BRIEF
From the entries below, return exactly the lines beginning at the one that contains "position:absolute; right:12px; top:12px;" and ending at the one that contains "position:absolute; left:534px; top:12px;", both of them included, and only those lines.

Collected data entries
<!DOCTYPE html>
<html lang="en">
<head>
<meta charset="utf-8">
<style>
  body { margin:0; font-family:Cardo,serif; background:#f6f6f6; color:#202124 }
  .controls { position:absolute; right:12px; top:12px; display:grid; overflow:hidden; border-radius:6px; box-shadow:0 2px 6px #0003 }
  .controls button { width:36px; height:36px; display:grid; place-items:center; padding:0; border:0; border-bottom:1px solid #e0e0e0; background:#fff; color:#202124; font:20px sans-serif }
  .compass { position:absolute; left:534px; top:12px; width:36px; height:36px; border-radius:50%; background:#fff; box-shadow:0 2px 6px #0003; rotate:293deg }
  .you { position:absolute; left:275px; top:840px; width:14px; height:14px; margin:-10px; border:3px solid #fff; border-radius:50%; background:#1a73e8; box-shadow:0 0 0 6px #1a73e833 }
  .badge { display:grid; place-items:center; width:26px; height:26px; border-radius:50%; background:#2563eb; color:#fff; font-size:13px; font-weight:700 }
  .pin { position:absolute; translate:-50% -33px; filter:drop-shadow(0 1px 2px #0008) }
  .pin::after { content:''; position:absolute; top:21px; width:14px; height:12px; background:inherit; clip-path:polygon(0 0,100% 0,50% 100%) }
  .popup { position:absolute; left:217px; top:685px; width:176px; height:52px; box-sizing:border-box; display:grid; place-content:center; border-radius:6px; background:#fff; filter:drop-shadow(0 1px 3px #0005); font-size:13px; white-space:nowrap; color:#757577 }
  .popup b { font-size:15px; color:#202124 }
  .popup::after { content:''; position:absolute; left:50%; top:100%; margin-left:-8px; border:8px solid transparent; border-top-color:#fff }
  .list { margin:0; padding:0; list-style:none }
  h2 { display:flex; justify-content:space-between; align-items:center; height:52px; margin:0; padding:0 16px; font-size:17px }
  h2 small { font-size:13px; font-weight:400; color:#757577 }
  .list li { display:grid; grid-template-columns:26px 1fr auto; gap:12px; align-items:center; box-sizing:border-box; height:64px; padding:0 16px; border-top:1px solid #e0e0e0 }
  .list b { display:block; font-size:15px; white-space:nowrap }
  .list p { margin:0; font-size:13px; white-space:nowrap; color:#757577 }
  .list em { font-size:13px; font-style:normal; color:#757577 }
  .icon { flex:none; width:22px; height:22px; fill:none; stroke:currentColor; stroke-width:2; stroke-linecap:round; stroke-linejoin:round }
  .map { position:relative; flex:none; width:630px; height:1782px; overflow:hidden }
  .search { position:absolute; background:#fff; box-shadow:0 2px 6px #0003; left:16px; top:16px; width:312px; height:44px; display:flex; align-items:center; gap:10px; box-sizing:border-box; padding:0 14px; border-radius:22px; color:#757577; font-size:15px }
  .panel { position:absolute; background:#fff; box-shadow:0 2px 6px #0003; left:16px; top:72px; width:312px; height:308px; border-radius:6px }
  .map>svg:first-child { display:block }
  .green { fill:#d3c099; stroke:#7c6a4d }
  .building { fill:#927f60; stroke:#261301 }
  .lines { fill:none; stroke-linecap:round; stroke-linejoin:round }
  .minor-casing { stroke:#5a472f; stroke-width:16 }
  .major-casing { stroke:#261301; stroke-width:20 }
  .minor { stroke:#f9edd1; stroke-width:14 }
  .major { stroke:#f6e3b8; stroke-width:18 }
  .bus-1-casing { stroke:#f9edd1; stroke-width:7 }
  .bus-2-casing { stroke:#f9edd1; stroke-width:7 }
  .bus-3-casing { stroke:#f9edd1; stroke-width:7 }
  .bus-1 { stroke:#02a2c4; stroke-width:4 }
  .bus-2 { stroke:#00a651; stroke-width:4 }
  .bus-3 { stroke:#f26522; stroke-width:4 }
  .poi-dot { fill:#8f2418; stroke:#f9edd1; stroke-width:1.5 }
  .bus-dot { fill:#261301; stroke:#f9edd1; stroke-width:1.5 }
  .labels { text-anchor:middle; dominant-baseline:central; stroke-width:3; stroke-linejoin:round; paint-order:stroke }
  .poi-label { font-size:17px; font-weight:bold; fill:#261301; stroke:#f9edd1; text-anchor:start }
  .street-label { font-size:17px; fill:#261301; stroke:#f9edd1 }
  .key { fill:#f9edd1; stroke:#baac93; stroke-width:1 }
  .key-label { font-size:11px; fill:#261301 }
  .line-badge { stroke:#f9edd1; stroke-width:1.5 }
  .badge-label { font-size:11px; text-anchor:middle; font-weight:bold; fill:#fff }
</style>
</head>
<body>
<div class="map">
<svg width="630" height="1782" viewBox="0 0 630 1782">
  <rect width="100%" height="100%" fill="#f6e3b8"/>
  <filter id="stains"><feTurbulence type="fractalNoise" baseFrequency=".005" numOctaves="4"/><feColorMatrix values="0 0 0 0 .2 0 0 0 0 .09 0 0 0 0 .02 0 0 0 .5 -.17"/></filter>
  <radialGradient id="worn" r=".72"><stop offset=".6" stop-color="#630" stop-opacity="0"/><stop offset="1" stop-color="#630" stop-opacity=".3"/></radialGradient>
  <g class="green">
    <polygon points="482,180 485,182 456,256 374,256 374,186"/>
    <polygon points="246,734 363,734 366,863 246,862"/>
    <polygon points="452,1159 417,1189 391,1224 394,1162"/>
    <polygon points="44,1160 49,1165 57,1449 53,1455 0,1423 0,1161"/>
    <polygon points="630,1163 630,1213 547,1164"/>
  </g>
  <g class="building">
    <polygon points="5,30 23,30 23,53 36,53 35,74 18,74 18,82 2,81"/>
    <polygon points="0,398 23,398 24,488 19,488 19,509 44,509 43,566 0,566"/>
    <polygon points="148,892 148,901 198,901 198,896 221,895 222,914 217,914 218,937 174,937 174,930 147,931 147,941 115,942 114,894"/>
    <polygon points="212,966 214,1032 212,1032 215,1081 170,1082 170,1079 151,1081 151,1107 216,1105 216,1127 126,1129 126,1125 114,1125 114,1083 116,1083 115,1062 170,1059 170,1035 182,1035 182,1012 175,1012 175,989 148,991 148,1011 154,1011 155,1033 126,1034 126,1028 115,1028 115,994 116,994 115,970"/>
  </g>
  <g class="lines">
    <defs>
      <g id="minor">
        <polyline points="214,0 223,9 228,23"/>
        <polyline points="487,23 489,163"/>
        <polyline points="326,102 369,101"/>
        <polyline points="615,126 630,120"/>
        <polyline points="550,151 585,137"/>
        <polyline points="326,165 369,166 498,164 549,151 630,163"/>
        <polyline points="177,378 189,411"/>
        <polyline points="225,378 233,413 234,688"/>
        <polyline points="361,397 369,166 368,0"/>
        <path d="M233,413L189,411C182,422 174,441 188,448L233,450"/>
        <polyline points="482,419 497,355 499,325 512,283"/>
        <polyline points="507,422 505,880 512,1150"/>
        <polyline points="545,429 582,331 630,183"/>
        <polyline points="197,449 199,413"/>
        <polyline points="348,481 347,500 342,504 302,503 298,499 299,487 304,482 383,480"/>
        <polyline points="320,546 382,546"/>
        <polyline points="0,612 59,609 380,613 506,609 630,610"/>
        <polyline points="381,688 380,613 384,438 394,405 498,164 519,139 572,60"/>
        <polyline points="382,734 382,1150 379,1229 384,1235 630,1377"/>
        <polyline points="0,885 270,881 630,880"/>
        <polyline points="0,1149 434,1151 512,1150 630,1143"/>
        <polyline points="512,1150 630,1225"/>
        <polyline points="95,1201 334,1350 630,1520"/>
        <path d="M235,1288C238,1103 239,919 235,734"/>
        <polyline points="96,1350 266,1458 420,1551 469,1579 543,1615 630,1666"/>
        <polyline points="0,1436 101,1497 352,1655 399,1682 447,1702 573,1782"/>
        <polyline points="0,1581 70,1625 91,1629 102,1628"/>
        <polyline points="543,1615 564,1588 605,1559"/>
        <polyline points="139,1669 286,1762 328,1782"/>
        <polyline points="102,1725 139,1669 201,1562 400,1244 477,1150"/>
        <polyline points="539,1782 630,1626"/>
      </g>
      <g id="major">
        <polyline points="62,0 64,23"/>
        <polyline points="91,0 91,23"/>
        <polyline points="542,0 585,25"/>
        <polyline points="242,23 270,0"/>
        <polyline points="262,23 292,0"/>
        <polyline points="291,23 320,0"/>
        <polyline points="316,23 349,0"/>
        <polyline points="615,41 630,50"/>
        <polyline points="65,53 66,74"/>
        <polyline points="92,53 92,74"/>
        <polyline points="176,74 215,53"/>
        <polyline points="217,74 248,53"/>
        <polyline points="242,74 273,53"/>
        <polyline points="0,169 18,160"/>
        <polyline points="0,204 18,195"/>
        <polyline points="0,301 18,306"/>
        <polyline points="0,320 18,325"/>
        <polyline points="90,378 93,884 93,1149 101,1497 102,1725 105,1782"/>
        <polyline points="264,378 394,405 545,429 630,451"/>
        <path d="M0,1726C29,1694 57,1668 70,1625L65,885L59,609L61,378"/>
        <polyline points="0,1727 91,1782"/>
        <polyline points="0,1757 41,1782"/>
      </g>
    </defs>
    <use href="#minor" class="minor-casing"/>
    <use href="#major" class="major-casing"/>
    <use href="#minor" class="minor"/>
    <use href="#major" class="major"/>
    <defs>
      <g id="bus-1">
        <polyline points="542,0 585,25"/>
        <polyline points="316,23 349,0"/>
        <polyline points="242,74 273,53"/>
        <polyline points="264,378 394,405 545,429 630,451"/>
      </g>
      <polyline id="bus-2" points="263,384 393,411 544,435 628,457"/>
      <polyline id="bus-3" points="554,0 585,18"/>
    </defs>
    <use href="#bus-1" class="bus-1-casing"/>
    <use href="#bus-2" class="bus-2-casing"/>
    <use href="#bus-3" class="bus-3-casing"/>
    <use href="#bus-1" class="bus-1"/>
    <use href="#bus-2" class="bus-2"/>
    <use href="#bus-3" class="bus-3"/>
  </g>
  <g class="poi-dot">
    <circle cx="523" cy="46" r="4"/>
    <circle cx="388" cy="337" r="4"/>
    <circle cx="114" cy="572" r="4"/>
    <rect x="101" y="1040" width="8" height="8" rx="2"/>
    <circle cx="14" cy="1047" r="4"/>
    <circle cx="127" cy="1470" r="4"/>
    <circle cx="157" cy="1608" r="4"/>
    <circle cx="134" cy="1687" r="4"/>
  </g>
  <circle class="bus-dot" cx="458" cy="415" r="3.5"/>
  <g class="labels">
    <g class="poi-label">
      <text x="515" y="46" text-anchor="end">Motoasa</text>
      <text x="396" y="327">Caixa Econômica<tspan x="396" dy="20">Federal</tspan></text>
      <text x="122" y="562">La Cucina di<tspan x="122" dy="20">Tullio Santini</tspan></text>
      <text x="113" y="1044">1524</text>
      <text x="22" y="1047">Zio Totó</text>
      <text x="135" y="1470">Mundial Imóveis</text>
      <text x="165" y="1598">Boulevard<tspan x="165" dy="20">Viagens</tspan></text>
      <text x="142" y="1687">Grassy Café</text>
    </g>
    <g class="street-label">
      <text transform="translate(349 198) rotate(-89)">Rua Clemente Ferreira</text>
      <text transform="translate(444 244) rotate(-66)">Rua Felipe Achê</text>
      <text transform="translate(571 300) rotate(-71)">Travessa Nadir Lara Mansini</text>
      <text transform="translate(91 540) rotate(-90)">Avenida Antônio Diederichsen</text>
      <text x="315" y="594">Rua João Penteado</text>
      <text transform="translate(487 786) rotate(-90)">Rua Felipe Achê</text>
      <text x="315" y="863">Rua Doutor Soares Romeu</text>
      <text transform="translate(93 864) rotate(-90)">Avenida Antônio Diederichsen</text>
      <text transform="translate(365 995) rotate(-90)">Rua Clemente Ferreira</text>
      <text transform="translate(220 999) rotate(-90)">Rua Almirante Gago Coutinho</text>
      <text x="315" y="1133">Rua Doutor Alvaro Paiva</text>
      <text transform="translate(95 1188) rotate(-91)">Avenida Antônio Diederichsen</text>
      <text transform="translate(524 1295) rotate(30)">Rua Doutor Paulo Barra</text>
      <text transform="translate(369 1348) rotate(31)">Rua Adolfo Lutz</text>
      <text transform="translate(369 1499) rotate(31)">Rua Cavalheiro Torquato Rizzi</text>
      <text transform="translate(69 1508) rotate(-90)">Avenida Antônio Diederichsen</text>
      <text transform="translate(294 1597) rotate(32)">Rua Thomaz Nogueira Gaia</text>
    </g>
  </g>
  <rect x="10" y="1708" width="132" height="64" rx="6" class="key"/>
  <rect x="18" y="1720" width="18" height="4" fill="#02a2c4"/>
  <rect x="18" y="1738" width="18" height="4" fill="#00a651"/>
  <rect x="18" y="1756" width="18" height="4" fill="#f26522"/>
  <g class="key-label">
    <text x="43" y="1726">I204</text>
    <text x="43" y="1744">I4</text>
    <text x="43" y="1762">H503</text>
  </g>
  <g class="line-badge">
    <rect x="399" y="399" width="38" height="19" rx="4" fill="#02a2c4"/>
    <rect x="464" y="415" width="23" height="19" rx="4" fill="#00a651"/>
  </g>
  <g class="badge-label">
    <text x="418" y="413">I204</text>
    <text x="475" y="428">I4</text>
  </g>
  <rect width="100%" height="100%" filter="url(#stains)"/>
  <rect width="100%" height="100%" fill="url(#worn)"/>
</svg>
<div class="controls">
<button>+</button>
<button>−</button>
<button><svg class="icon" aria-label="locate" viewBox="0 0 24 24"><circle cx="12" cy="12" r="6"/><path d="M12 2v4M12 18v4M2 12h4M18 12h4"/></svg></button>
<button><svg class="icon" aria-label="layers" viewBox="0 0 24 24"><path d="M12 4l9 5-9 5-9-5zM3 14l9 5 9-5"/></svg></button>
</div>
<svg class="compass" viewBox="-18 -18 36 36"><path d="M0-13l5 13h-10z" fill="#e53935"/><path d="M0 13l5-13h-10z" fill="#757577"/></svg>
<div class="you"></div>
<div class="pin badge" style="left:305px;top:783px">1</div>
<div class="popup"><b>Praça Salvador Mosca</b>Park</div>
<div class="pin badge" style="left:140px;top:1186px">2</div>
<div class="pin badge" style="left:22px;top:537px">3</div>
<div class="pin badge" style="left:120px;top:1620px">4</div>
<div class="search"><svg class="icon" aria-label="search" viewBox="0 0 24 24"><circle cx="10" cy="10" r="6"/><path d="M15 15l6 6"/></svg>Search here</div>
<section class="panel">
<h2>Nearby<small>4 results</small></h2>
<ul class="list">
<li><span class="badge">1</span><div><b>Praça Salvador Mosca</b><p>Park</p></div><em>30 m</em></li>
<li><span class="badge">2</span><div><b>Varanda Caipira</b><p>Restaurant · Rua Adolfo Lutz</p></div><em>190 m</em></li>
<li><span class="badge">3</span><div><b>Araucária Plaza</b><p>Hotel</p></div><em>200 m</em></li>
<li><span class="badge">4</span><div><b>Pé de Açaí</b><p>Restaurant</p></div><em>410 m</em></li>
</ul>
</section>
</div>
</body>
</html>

RESPONSE
  .controls { position:absolute; right:12px; top:12px; display:grid; overflow:hidden; border-radius:6px; box-shadow:0 2px 6px #0003 }
  .controls button { width:36px; height:36px; display:grid; place-items:center; padding:0; border:0; border-bottom:1px solid #e0e0e0; background:#fff; color:#202124; font:20px sans-serif }
  .compass { position:absolute; left:534px; top:12px; width:36px; height:36px; border-radius:50%; background:#fff; box-shadow:0 2px 6px #0003; rotate:293deg }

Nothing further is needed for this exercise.